» **Requirement**
Pull every line with "PERSIARAN" from the entries below.
Input for this task section start
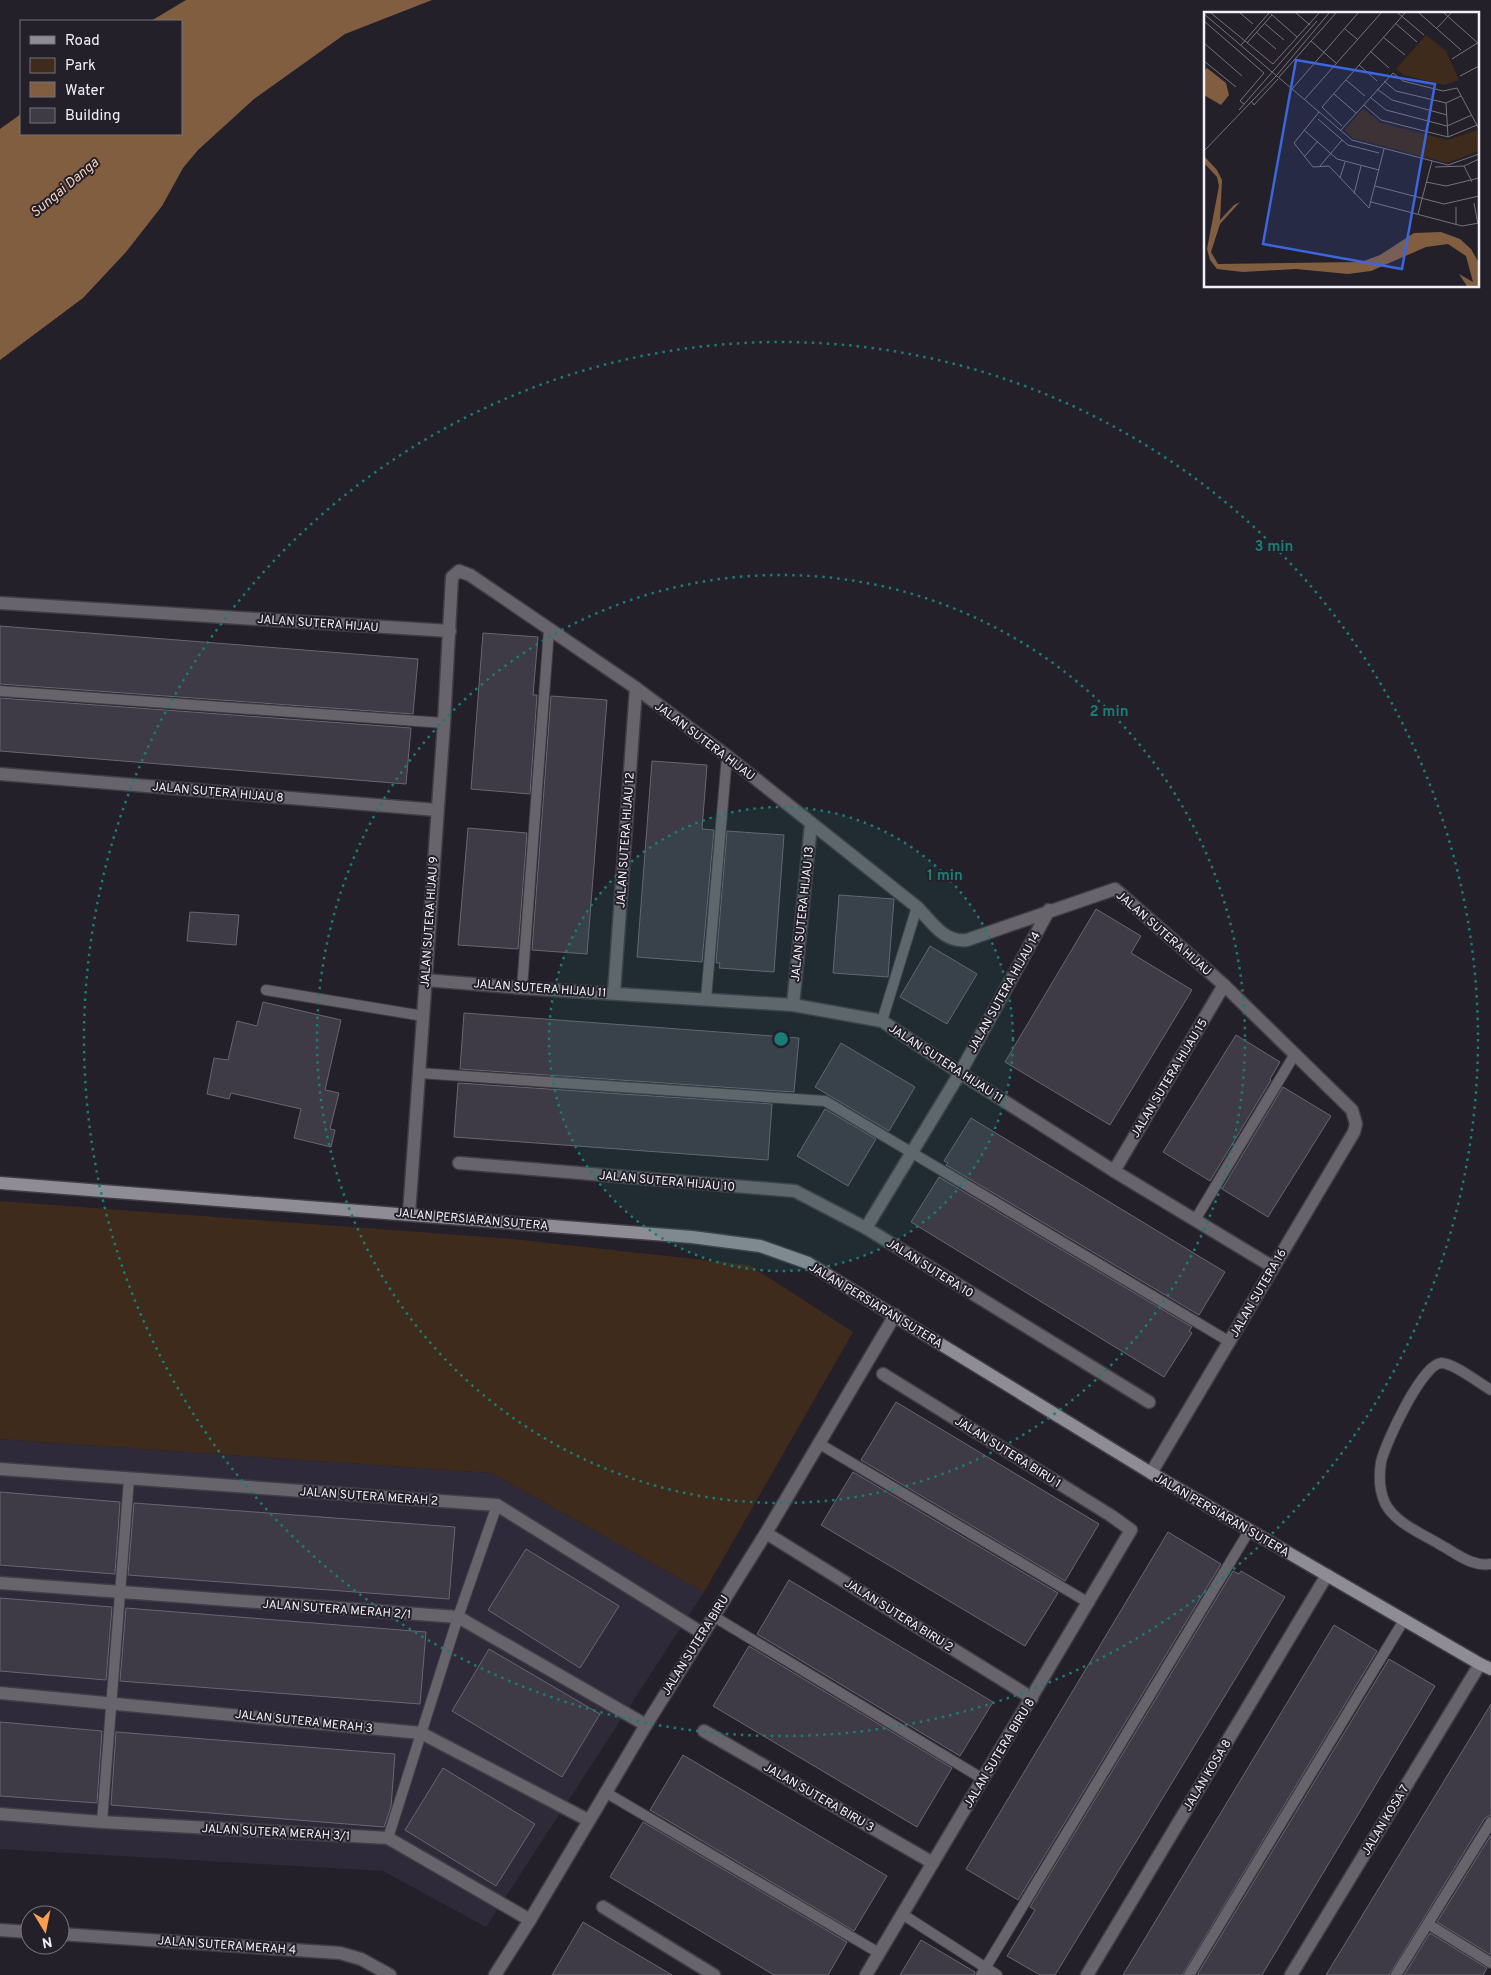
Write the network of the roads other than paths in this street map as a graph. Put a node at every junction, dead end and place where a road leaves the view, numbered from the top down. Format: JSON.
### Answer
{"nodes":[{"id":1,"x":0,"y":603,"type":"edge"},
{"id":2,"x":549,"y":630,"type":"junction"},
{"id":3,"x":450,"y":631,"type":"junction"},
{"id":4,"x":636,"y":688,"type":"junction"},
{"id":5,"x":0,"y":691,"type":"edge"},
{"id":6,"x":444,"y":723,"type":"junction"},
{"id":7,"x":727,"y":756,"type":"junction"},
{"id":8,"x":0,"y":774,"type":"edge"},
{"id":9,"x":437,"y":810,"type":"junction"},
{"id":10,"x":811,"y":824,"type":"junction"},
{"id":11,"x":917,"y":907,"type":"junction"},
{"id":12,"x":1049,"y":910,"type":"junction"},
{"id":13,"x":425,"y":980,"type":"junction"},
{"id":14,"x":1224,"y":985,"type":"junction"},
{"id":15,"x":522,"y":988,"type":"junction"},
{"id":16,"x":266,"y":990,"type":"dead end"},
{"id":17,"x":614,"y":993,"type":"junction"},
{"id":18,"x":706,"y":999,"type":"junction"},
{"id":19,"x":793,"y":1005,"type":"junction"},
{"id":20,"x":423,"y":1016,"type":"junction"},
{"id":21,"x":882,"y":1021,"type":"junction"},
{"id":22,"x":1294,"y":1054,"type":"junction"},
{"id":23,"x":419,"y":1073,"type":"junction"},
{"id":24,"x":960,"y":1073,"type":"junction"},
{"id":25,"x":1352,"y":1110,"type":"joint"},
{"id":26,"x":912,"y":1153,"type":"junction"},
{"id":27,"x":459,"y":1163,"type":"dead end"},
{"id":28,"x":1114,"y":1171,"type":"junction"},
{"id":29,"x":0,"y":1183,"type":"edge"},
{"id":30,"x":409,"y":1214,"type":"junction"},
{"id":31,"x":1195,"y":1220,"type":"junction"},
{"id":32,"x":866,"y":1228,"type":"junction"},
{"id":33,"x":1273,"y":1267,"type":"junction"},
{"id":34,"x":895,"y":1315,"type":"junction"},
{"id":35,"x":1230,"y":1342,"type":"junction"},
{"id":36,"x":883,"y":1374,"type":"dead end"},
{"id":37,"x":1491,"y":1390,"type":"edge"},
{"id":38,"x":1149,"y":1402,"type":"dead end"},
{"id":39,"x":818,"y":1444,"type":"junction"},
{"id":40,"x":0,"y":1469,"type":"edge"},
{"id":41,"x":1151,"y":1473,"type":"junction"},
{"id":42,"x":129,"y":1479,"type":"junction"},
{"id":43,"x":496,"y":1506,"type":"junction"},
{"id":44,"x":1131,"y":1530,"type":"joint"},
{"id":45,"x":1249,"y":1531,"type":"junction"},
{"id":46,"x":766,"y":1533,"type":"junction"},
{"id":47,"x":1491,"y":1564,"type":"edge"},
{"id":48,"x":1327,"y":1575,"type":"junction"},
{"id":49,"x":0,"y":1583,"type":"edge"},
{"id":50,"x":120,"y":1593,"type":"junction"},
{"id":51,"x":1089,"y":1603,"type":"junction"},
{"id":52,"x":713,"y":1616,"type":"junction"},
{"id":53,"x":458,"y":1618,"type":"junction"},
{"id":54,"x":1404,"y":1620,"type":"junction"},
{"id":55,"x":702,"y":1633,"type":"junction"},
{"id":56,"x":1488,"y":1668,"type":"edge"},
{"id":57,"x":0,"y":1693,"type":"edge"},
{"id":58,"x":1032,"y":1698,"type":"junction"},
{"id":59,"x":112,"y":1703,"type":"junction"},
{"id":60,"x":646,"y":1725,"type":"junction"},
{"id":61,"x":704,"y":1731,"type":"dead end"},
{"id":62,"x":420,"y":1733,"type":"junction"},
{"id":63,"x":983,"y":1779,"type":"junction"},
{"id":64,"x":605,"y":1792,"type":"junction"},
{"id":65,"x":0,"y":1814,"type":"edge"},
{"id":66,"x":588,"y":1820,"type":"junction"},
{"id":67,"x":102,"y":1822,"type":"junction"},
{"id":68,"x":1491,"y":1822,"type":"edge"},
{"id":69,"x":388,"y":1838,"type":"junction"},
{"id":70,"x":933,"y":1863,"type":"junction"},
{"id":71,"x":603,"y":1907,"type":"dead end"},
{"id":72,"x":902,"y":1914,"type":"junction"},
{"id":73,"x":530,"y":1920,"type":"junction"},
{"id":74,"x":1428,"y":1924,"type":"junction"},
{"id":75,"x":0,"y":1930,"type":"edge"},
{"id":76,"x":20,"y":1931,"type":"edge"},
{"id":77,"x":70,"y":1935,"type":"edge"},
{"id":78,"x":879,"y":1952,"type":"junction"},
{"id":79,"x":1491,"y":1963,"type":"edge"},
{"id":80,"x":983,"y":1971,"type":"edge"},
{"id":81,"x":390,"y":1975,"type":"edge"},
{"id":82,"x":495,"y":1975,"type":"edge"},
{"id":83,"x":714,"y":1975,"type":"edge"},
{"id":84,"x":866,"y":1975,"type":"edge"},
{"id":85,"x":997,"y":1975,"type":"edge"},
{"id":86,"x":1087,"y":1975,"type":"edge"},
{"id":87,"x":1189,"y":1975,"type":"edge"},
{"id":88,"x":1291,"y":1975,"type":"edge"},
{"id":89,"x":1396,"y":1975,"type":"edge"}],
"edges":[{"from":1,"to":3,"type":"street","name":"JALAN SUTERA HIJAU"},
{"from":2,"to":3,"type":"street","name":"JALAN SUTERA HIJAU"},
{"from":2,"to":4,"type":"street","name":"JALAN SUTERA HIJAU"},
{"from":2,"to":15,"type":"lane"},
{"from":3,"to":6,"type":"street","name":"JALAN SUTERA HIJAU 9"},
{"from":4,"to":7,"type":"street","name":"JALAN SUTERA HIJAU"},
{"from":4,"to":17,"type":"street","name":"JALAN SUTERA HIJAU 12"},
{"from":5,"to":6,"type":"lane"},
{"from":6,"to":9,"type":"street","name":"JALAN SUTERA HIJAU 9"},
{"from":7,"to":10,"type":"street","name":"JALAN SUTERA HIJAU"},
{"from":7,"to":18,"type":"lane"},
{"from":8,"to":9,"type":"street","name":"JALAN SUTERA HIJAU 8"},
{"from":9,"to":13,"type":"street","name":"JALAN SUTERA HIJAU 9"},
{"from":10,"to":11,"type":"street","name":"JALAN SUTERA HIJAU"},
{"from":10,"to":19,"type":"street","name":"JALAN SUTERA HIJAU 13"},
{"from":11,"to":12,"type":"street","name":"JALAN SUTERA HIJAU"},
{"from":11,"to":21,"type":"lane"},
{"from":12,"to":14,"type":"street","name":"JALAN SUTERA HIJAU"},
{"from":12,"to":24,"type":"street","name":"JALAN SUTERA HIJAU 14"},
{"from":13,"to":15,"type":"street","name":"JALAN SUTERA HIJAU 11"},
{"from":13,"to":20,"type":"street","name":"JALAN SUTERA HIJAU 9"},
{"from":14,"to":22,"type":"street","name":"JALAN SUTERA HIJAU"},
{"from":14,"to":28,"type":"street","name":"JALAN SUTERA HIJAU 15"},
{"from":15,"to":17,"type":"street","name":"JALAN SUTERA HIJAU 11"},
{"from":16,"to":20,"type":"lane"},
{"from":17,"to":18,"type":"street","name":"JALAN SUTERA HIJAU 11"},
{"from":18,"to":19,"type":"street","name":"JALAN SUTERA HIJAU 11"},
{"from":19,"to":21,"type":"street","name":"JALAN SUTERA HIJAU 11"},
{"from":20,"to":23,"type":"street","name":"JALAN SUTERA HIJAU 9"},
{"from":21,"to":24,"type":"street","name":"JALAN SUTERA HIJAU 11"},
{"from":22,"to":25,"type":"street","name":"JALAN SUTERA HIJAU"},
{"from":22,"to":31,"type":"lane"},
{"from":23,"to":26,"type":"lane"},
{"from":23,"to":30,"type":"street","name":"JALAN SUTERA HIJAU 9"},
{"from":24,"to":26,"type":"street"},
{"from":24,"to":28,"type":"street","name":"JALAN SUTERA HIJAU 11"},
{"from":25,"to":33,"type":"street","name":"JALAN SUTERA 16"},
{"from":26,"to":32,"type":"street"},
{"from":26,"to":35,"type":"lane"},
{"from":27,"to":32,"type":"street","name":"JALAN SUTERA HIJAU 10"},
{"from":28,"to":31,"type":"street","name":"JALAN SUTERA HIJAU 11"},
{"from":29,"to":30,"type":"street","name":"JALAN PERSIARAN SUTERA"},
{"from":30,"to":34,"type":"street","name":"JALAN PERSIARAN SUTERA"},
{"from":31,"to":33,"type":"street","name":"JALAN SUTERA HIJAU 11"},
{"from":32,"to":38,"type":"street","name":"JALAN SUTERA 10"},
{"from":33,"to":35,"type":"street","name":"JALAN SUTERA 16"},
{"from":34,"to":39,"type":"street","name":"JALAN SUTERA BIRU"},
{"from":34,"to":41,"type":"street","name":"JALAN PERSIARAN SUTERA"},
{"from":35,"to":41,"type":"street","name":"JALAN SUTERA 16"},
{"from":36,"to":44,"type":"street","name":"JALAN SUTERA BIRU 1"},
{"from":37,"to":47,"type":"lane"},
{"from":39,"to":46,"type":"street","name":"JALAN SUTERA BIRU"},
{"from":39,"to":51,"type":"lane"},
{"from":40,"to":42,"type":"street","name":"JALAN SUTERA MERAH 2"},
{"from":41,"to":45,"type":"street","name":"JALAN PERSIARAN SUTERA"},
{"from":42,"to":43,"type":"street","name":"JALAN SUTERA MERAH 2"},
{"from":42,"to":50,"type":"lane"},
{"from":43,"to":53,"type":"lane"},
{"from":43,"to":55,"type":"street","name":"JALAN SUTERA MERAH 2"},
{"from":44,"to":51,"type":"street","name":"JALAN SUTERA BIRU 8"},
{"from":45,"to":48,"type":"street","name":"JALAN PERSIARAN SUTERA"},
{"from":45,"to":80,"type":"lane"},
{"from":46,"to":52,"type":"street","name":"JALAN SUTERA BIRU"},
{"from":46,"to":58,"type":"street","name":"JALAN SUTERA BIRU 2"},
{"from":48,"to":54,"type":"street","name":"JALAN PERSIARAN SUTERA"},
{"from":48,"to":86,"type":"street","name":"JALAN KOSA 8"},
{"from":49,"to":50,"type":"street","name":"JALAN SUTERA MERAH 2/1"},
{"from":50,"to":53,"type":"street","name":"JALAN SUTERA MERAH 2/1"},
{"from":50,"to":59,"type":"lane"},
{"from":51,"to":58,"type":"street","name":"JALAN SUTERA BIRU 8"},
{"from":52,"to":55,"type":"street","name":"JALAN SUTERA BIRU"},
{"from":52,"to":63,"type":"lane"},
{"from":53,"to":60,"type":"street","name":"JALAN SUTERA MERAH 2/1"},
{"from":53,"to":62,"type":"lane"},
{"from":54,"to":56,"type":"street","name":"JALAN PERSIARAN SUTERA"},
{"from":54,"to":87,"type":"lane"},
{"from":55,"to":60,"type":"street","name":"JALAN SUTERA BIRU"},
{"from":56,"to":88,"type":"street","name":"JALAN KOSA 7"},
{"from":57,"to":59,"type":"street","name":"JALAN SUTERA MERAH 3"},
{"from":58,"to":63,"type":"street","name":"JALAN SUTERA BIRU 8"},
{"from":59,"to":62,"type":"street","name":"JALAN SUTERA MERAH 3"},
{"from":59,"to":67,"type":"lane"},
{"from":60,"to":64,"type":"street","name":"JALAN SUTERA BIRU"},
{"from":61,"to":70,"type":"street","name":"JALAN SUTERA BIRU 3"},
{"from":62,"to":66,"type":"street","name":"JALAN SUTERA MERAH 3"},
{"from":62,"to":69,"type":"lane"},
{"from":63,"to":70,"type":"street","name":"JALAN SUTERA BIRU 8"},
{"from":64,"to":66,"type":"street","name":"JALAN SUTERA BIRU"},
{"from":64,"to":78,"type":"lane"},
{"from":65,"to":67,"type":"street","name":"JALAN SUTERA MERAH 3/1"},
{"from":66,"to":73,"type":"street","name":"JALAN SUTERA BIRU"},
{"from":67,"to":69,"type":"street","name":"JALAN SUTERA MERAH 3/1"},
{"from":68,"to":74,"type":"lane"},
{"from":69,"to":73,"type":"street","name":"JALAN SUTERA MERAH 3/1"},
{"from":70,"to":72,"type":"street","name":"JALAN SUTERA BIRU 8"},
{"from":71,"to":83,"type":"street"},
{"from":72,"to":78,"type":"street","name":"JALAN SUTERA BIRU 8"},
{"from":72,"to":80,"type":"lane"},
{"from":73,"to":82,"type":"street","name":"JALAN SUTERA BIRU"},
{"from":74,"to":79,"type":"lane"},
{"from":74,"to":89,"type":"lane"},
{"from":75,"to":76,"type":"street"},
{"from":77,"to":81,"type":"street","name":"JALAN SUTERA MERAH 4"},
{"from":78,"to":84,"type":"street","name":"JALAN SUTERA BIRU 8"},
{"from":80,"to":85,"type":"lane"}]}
Input for this task section end
» **Reply to the task**
{"from":29,"to":30,"type":"street","name":"JALAN PERSIARAN SUTERA"},
{"from":30,"to":34,"type":"street","name":"JALAN PERSIARAN SUTERA"},
{"from":34,"to":41,"type":"street","name":"JALAN PERSIARAN SUTERA"},
{"from":41,"to":45,"type":"street","name":"JALAN PERSIARAN SUTERA"},
{"from":45,"to":48,"type":"street","name":"JALAN PERSIARAN SUTERA"},
{"from":48,"to":54,"type":"street","name":"JALAN PERSIARAN SUTERA"},
{"from":54,"to":56,"type":"street","name":"JALAN PERSIARAN SUTERA"},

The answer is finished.